In his first documentary, Avalos (who has previously directed some low-rent thrillers) gives us less background than he should on his protagonist: Yes, Daniel Houck is clearly an interesting guy, but where does he come from? How did an unemployed, bipolar thirtysomething wind up living in this big, antique-stuffed farmhouse? And how has he established himself as a self-taught violin-maker?
However it came to pass, this violin freak (whose body is tattooed with Heifetz and Paganini portraits) has, near the movie’s beginning, come across YouTube videos of violinist Razvan Stoica, whose playing impresses him. (Stoica’s website humbly calls him “the best violinist of Europe.”) Stoica plays a Stradivarius on loan from an anonymous benefactor, but such a valuable instrument can’t be taken just anywhere. Houck thinks Stoica should try one of his own as a backup.
In a zippy primer for non-musicians in the audience, Avalos introduces us to two of history’s most celebrated luthiers: Stradivari, whose priceless instruments have made him a household name, and his rival Giuseppe Guarneri, who built Niccolo Paganini’s favorite violin, “Il Cannone Guarnerius.” Though they’ve only met on Facebook, Houck offers to make a replica of the Cannone for Stoica, who eagerly accepts. Stoica has such faith in the stranger that he commits to playing the instrument in an Amsterdam concert just a few months away.

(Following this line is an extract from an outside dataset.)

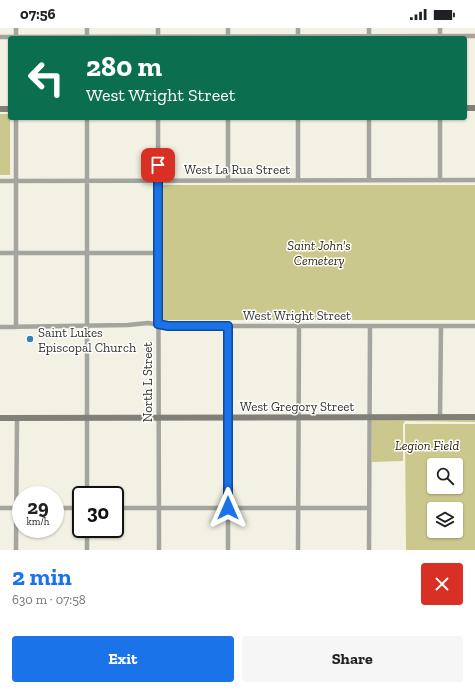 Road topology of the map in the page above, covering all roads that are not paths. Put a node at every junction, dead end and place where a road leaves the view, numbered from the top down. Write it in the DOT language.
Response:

This deadline gives “Strad Style” all the drama it needs, especially since Houck’s haphazard-seeming methods invite mishaps. He cracks valuable pieces of wood and must start over; he has a varnishing disaster; a mouse sneaks into his workspace and steals his sound post material. All the while, personal eccentricities make him seem an odd choice for this job.
Is it really possible that, though trained craftsmen have spent centuries trying to understand the secrets of the world’s great violins, Houck can make a credible start using nothing more than a blown-up photograph of the Cannone for a cut-out template? Much of the work we see would be more appropriate to movie prop-making than musicianship: Houck studies photographs of the original, chipping scars into his replica to mimic its surface and trying to match the color of its patina.
One wouldn’t think these efforts would have anything to do with the new instrument’s sonic properties, but they certainly appeal to Houck’s obsessive side. As the days slide by to Stoica’s concert — Houck, who has never traveled abroad, has agreed to bring the instrument to him personally — we can’t help but wonder if the antique-looking violin will produce a sound worth hearing.